**WORK REQUEST:**
The result should be every line in the data below that carries the string "Military".

**RECORDS SUPPLIED:**

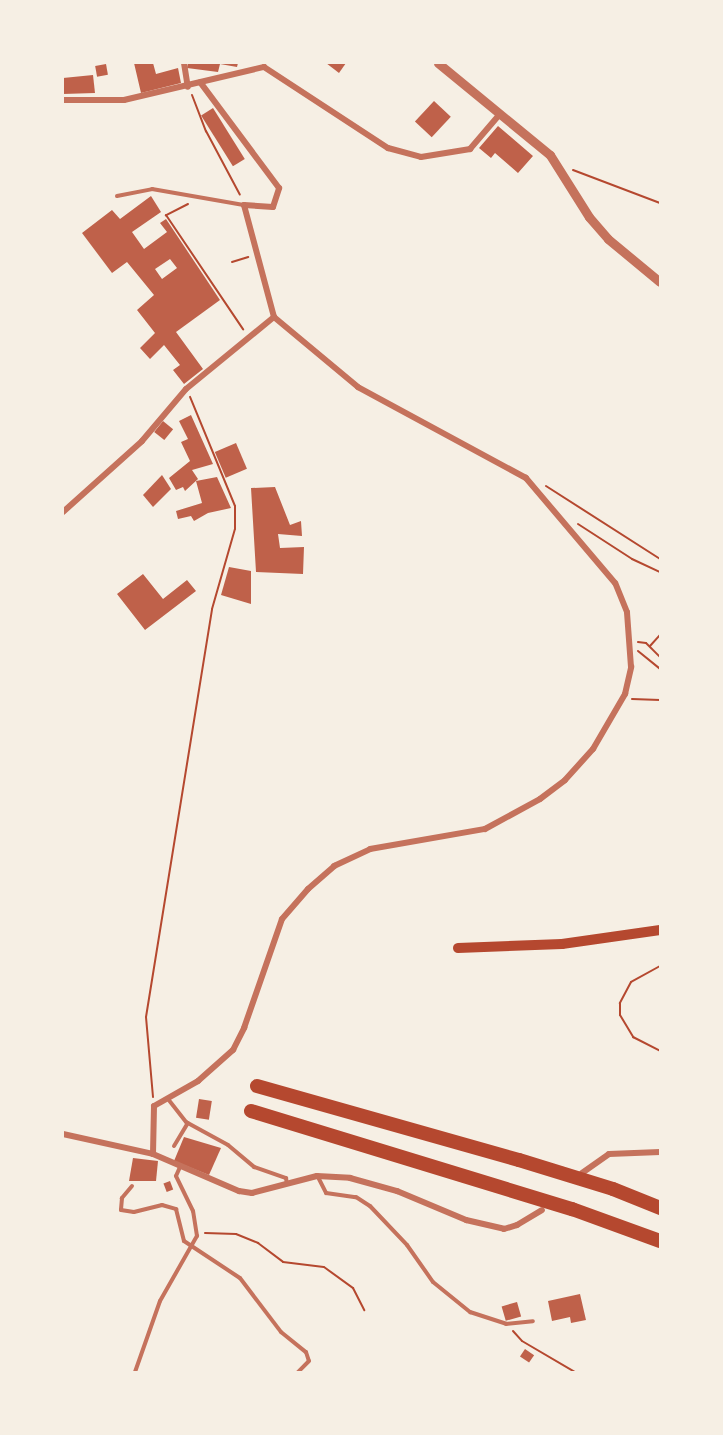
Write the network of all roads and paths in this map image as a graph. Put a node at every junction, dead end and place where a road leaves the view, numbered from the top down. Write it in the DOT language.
graph roads {
  1 [pos="184,63"];
  2 [pos="438,63"];
  3 [pos="200,82"];
  4 [pos="188,87"];
  5 [pos="63,100"];
  6 [pos="500,114"];
  7 [pos="550,155"];
  8 [pos="204,195"];
  9 [pos="117,196"];
  10 [pos="660,203"];
  11 [pos="244,205"];
  12 [pos="257,254"];
  13 [pos="232,262"];
  14 [pos="660,282"];
  15 [pos="274,317"];
  16 [pos="249,338"];
  17 [pos="186,388"];
  18 [pos="529,481"];
  19 [pos="63,512"];
  20 [pos="568,527"];
  21 [pos="660,559"];
  22 [pos="660,572"];
  23 [pos="660,635"];
  24 [pos="629,641"];
  25 [pos="650,646"];
  26 [pos="630,649"];
  27 [pos="660,657"];
  28 [pos="660,669"];
  29 [pos="623,697"];
  30 [pos="660,700"];
  31 [pos="660,930"];
  32 [pos="458,948"];
  33 [pos="660,966"];
  34 [pos="660,1051"];
  35 [pos="257,1086"];
  36 [pos="167,1097"];
  37 [pos="154,1106"];
  38 [pos="251,1111"];
  39 [pos="188,1123"];
  40 [pos="63,1134"];
  41 [pos="174,1146"];
  42 [pos="660,1152"];
  43 [pos="153,1154"];
  44 [pos="180,1167"];
  45 [pos="582,1173"];
  46 [pos="318,1176"];
  47 [pos="287,1185"];
  48 [pos="132,1186"];
  49 [pos="660,1208"];
  50 [pos="542,1210"];
  51 [pos="197,1234"];
  52 [pos="660,1241"];
  53 [pos="194,1245"];
  54 [pos="364,1310"];
  55 [pos="533,1321"];
  56 [pos="510,1324"];
  57 [pos="135,1372"];
  58 [pos="298,1372"];
  59 [pos="575,1372"];
  1 -- 4 [label="street"];
  2 -- 6 [label="street"];
  3 -- 4 [label="street"];
  3 -- 6 [label="street"];
  3 -- 11 [label="street"];
  4 -- 5 [label="street"];
  4 -- 11 [label="path"];
  6 -- 7 [label="street"];
  7 -- 10 [label="path"];
  7 -- 14 [label="street"];
  8 -- 9 [label="lane"];
  8 -- 11 [label="lane"];
  8 -- 16 [label="path"];
  11 -- 12 [label="street"];
  12 -- 13 [label="path"];
  12 -- 15 [label="street"];
  15 -- 16 [label="street"];
  15 -- 18 [label="street"];
  16 -- 17 [label="street"];
  17 -- 19 [label="street"];
  17 -- 37 [label="path"];
  18 -- 20 [label="street"];
  18 -- 21 [label="path"];
  20 -- 22 [label="path"];
  20 -- 24 [label="street"];
  23 -- 25 [label="path"];
  24 -- 25 [label="path"];
  24 -- 26 [label="street"];
  25 -- 27 [label="path"];
  26 -- 28 [label="path"];
  26 -- 29 [label="street"];
  29 -- 30 [label="path"];
  29 -- 36 [label="street"];
  31 -- 32 [label="main road"];
  33 -- 34 [label="path"];
  35 -- 49 [label="highway"];
  36 -- 37 [label="street"];
  36 -- 39 [label="lane"];
  37 -- 43 [label="street"];
  38 -- 52 [label="highway"];
  39 -- 41 [label="lane"];
  39 -- 47 [label="lane"];
  40 -- 43 [label="street"];
  42 -- 45 [label="street"];
  43 -- 44 [label="street"];
  44 -- 47 [label="street"];
  44 -- 51 [label="lane"];
  46 -- 47 [label="street"];
  46 -- 50 [label="street"];
  46 -- 56 [label="lane"];
  48 -- 53 [label="lane"];
  51 -- 53 [label="lane"];
  51 -- 54 [label="path"];
  53 -- 57 [label="lane"];
  53 -- 58 [label="lane"];
  55 -- 56 [label="lane"];
  56 -- 59 [label="path"];
}
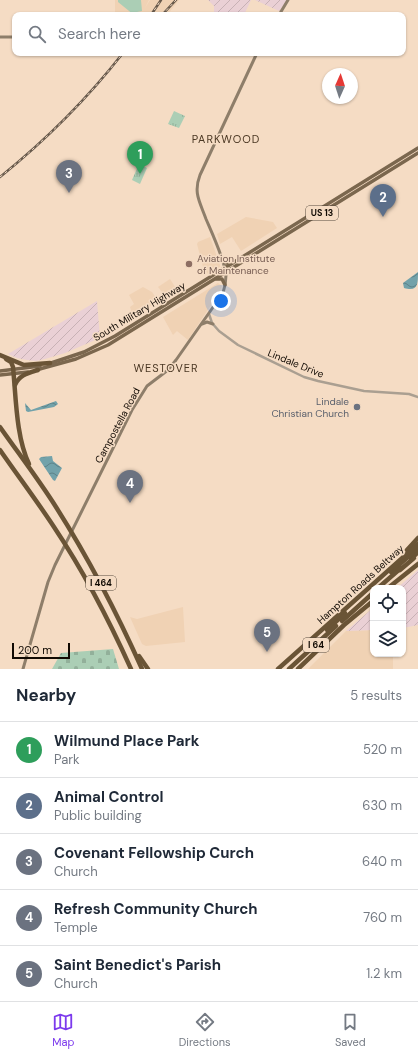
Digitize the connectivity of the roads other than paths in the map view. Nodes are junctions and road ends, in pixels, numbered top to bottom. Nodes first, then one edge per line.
1 (288, 0) edge
2 (281, 12) edge
3 (12, 37) edge
4 (0, 38) edge
5 (256, 56) edge
6 (418, 148) edge
7 (418, 154) edge
8 (222, 260) junction
9 (233, 263) junction
10 (225, 270) junction
11 (215, 279) junction
12 (225, 285) junction
13 (209, 314) junction
14 (202, 324) junction
15 (213, 324) junction
16 (0, 355) edge
17 (6, 359) junction
18 (50, 363) junction
19 (38, 370) junction
20 (0, 371) edge
21 (14, 372) junction
22 (0, 375) edge
23 (15, 387) junction
24 (418, 397) edge
25 (0, 427) edge
26 (0, 452) edge
27 (35, 476) junction
28 (418, 538) edge
29 (418, 544) edge
30 (418, 548) edge
31 (418, 553) edge
32 (418, 562) edge
33 (391, 568) junction
34 (376, 585) edge
35 (382, 585) edge
36 (392, 585) edge
37 (370, 591) edge
38 (370, 596) edge
39 (370, 603) edge
40 (106, 617) junction
41 (122, 626) junction
42 (23, 669) edge
43 (127, 669) edge
44 (131, 669) edge
45 (142, 669) edge
46 (148, 669) edge
47 (276, 669) edge
48 (282, 669) edge
49 (290, 669) edge
50 (298, 669) edge

1 - 2 main road
3 - 4 main road
5 - 8 main road, Campostella Road
6 - 9 main road, South Military Highway / US 13
7 - 10 main road, South Military Highway / US 13
8 - 9 main road
8 - 10 main road, Campostella Road
9 - 10 main road, South Military Highway / US 13
10 - 11 main road, South Military Highway / US 13
10 - 12 main road, Campostella Road
10 - 18 main road, South Military Highway / US 13
11 - 12 main road
11 - 19 main road, South Military Highway / US 13
12 - 13 main road, Campostella Road
13 - 14 main road, Campostella Road
13 - 15 street, Lindale Drive
14 - 15 main road
14 - 42 main road, Campostella Road
15 - 24 street, Lindale Drive
16 - 17 highway
17 - 18 highway
17 - 21 highway
18 - 21 main road, South Military Highway / US 13
19 - 21 main road, South Military Highway / US 13
19 - 23 highway
20 - 21 main road, South Military Highway / US 13
21 - 22 main road, South Military Highway / US 13
21 - 23 highway
23 - 27 highway
25 - 27 highway, I 464
26 - 40 highway, I 464
27 - 41 highway, I 464
28 - 33 highway
29 - 33 highway, Hampton Roads Beltway / I 64
30 - 34 highway
31 - 35 highway, Hampton Roads Beltway
32 - 36 highway
33 - 47 highway, Hampton Roads Beltway / I 64
37 - 48 highway
38 - 49 highway, Hampton Roads Beltway / I 64
39 - 50 highway
40 - 43 highway
40 - 44 highway, I 464
41 - 45 highway, I 464
41 - 46 highway

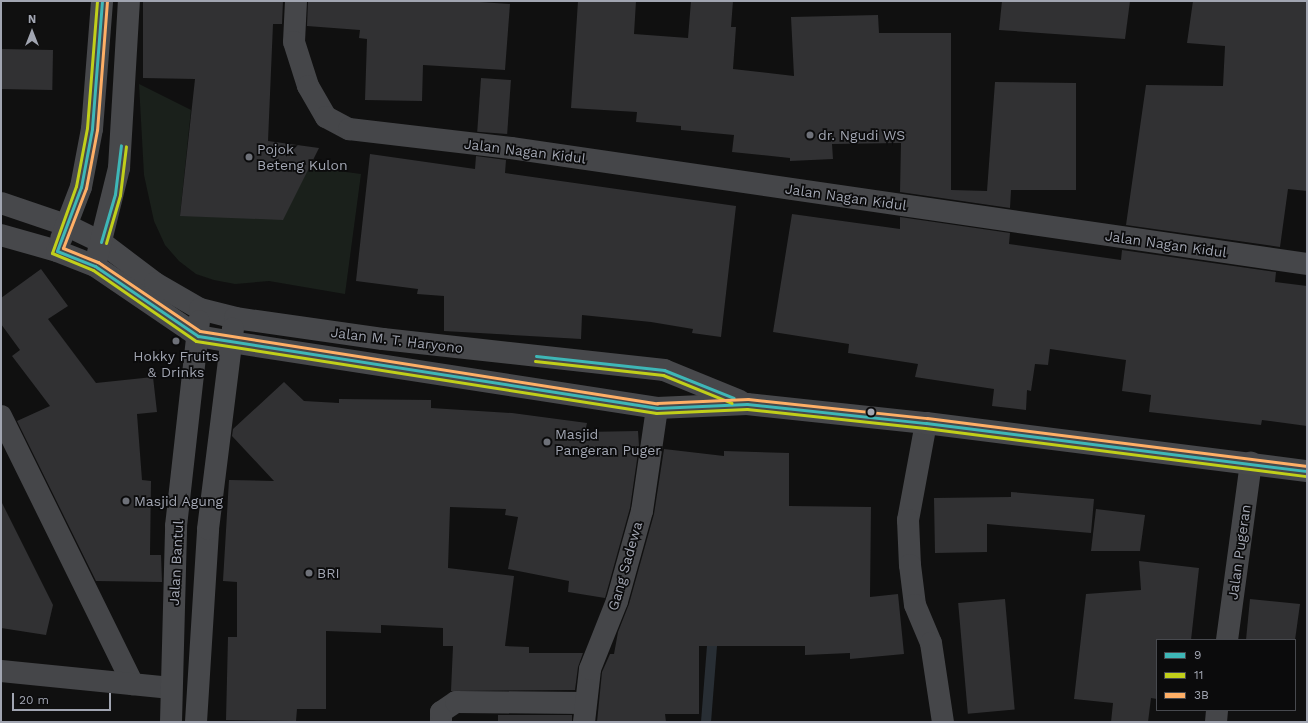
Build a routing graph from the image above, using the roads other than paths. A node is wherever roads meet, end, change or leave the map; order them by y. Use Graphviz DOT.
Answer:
graph roads {
  1 [pos="102,1"];
  2 [pos="129,1"];
  3 [pos="296,1"];
  4 [pos="1,203"];
  5 [pos="66,224"];
  6 [pos="1,235"];
  7 [pos="101,242"];
  8 [pos="57,251"];
  9 [pos="1307,264"];
  10 [pos="95,266"];
  11 [pos="200,309"];
  12 [pos="235,318"];
  13 [pos="198,336"];
  14 [pos="231,342"];
  15 [pos="747,404"];
  16 [pos="657,408"];
  17 [pos="1,416"];
  18 [pos="926,423"];
  19 [pos="1252,463"];
  20 [pos="1307,472"];
  21 [pos="1227,639"];
  22 [pos="1,671"];
  23 [pos="133,684"];
  24 [pos="171,688"];
  25 [pos="1218,711"];
  26 [pos="584,712"];
  27 [pos="171,722"];
  28 [pos="196,722"];
  29 [pos="441,722"];
  30 [pos="943,722"];
  31 [pos="1216,722"];
  1 -- 5 [label="main road"];
  2 -- 7 [label="main road"];
  3 -- 9 [label="street, Jalan Nagan Kidul"];
  4 -- 5 [label="main road, Jalan M. T. Haryono"];
  5 -- 7 [label="main road, Jalan M. T. Haryono"];
  5 -- 8 [label="main road"];
  6 -- 8 [label="main road"];
  7 -- 10 [label="main road"];
  7 -- 11 [label="main road, Jalan M. T. Haryono"];
  8 -- 10 [label="main road"];
  10 -- 13 [label="main road"];
  11 -- 12 [label="main road, Jalan M. T. Haryono"];
  11 -- 13 [label="main road, Jalan Bantul"];
  12 -- 14 [label="main road"];
  12 -- 15 [label="main road, Jalan M. T. Haryono"];
  13 -- 14 [label="main road, Jalan M. T. Haryono"];
  13 -- 24 [label="main road, Jalan Bantul"];
  14 -- 16 [label="main road, Jalan M. T. Haryono"];
  14 -- 28 [label="main road"];
  15 -- 16 [label="main road, Jalan M. T. Haryono"];
  15 -- 18 [label="main road, Jalan M. T. Haryono"];
  16 -- 26 [label="street, Gang Sadewa"];
  17 -- 23 [label="street"];
  18 -- 19 [label="main road, Jalan M. T. Haryono"];
  18 -- 30 [label="street"];
  19 -- 20 [label="main road, Jalan M. T. Haryono"];
  19 -- 21 [label="street, Jalan Pugeran"];
  22 -- 23 [label="street"];
  23 -- 24 [label="street"];
  24 -- 27 [label="main road, Jalan Bantul"];
  25 -- 31 [label="street"];
  26 -- 29 [label="street"];
}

**PROBLEM SOLUTION:**
6 - 9 main road, South Military Highway / US 13
7 - 10 main road, South Military Highway / US 13
9 - 10 main road, South Military Highway / US 13
10 - 11 main road, South Military Highway / US 13
10 - 18 main road, South Military Highway / US 13
11 - 19 main road, South Military Highway / US 13
18 - 21 main road, South Military Highway / US 13
19 - 21 main road, South Military Highway / US 13
20 - 21 main road, South Military Highway / US 13
21 - 22 main road, South Military Highway / US 13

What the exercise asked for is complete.